Discovery and Analysis
Researchers at security firm ESET said Wednesday that Bootkitty—the name unknown threat actors gave to their Linux bootkit—was uploaded to VirusTotal earlier this month. Compared to its Windows cousins, Bootkitty is still relatively rudimentary, containing imperfections in key under-the-hood functionality and lacking the means to infect all Linux distributions other than Ubuntu. That has led the company researchers to suspect the new bootkit is likely a proof-of-concept release. To date, ESET has found no evidence of actual infections in the wild.
The Bootkitty ASCII Logo
Implications and Precautions
Still, Bootkitty suggests threat actors may be actively developing a Linux version of the same sort of unkillable bootkit that previously was found only targeting Windows machines.

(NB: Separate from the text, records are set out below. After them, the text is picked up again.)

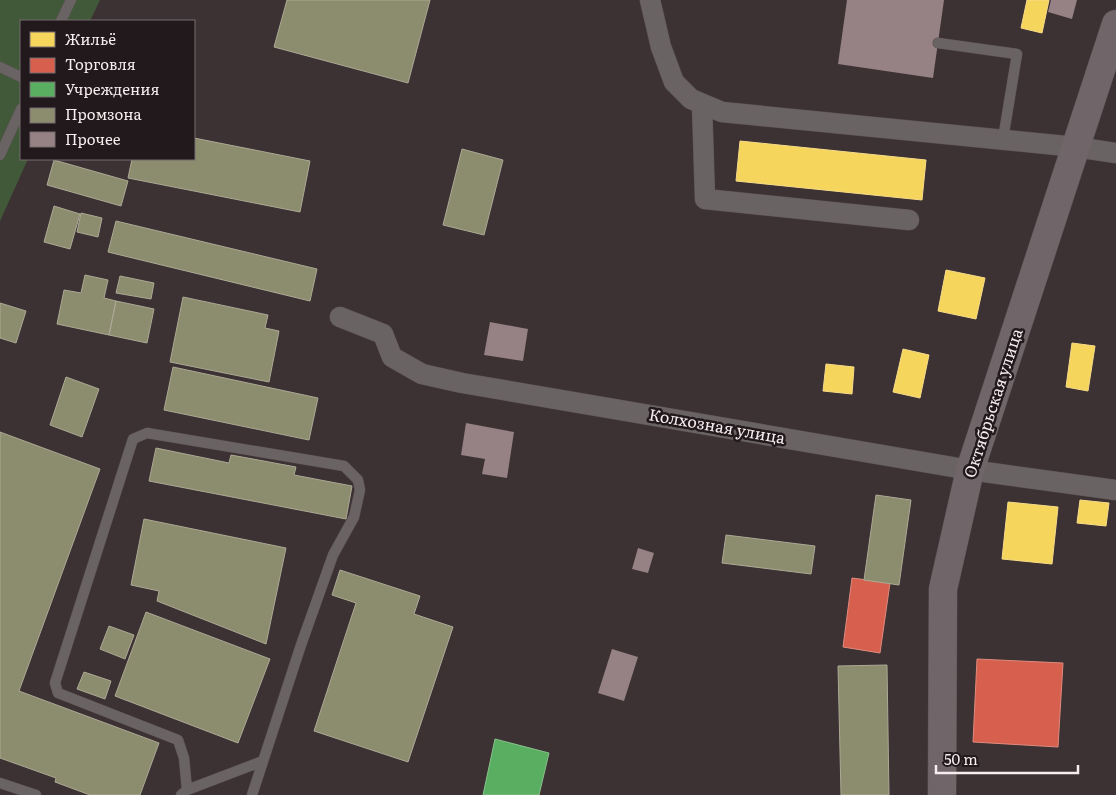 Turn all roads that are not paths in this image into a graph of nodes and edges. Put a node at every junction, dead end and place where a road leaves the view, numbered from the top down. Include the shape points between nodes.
1 (71, 0) edge
2 (650, 0) edge
3 (61, 20) edge
4 (1116, 24) edge
5 (938, 43) dead end
6 (0, 67) edge
7 (20, 77) edge
8 (702, 104) junction
9 (20, 110) edge
10 (1003, 140) junction
11 (1076, 147) junction
12 (1116, 153) edge
13 (0, 155) edge
14 (909, 220) dead end
15 (340, 317) dead end
16 (970, 470) junction
17 (1116, 490) edge
18 (263, 761) junction
19 (0, 783) edge
20 (184, 792) edge
21 (36, 795) edge
22 (252, 795) edge
23 (942, 795) edge

1 - 3 lane
2 - 8 street via 661,47 674,82 691,99
4 - 11 street, Октябрьская улица
5 - 10 lane via 1017,54
6 - 7 lane
8 - 10 street via 722,112
8 - 14 street via 704,199
9 - 13 lane
10 - 11 street
11 - 12 street
11 - 16 street, Октябрьская улица
15 - 16 street, Колхозная улица via 383,334 392,357 422,374
16 - 17 street, Колхозная улица
16 - 23 street, Октябрьская улица via 943,589
18 - 20 lane
18 - 20 lane via 333,555 354,517 360,490 358,480 344,466 147,433 133,439 55,683 58,693 178,740 184,758
18 - 22 lane
19 - 21 lane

“Whether a proof of concept or not, Bootkitty marks an interesting move forward in the UEFI threat landscape, breaking the belief about modern UEFI bootkits being Windows-exclusive threats,” ESET researchers wrote. “Even though the current version from VirusTotal does not, at the moment, represent a real threat to the majority of Linux systems, it emphasizes the necessity of being prepared for potential future threats.”
What is a Bootkit?
A rootkit is a piece of malware that runs in the deepest regions of the operating system it infects. It leverages this strategic position to hide information about its presence from the operating system itself. A bootkit, meanwhile, is malware that infects the UEFI—short for Unified Extensible Firmware Interface—in much the same way. By lurking undetected in the firmware that resides on a chip and runs each time a machine boots, bootkits can persist indefinitely, providing a stealthy means for backdooring the operating system even before it has fully loaded and enabled security defenses such as antivirus software.
How Bootkits Work
The bar for installing a bootkit is high. An attacker first must gain administrative control of the targeted machine, either through physical access while it’s unlocked or somehow exploiting a critical vulnerability in the OS. Under those circumstances, attackers already have the ability to install OS-resident malware. Bootkits, however, are much more powerful since they (1) run before the OS does and (2) are, at least practically speaking, undetectable and unremovable.
Conclusion
While the current version of Bootkitty may not pose a significant threat to most Linux systems, it is essential for users to remain vigilant and prepared for potential future threats. As the security landscape continues to evolve, it is crucial to stay informed about the latest developments in malware and to take steps to protect your systems from infection.
FAQs
Q: What is a UEFI bootkit?
A: A UEFI bootkit is malware that infects the firmware that runs immediately before the operating system loads.
Q: How do bootkits work?
A: Bootkits work by infecting the firmware that resides on a chip and runs each time a machine boots. This allows them to persist indefinitely, providing a stealthy means for backdooring the operating system.
Q: How do I protect my system from bootkits?
A: To protect your system from bootkits, it is essential to stay informed about the latest developments in malware and to take steps to secure your systems. This includes keeping your operating system and software up to date, using reputable antivirus software, and being cautious when downloading files from the internet.
Q: Is Bootkitty a real threat to my Linux system?
A: While Bootkitty is currently a proof-of-concept release and does not pose a significant threat to most Linux systems, it is essential to remain vigilant and prepared for potential future threats.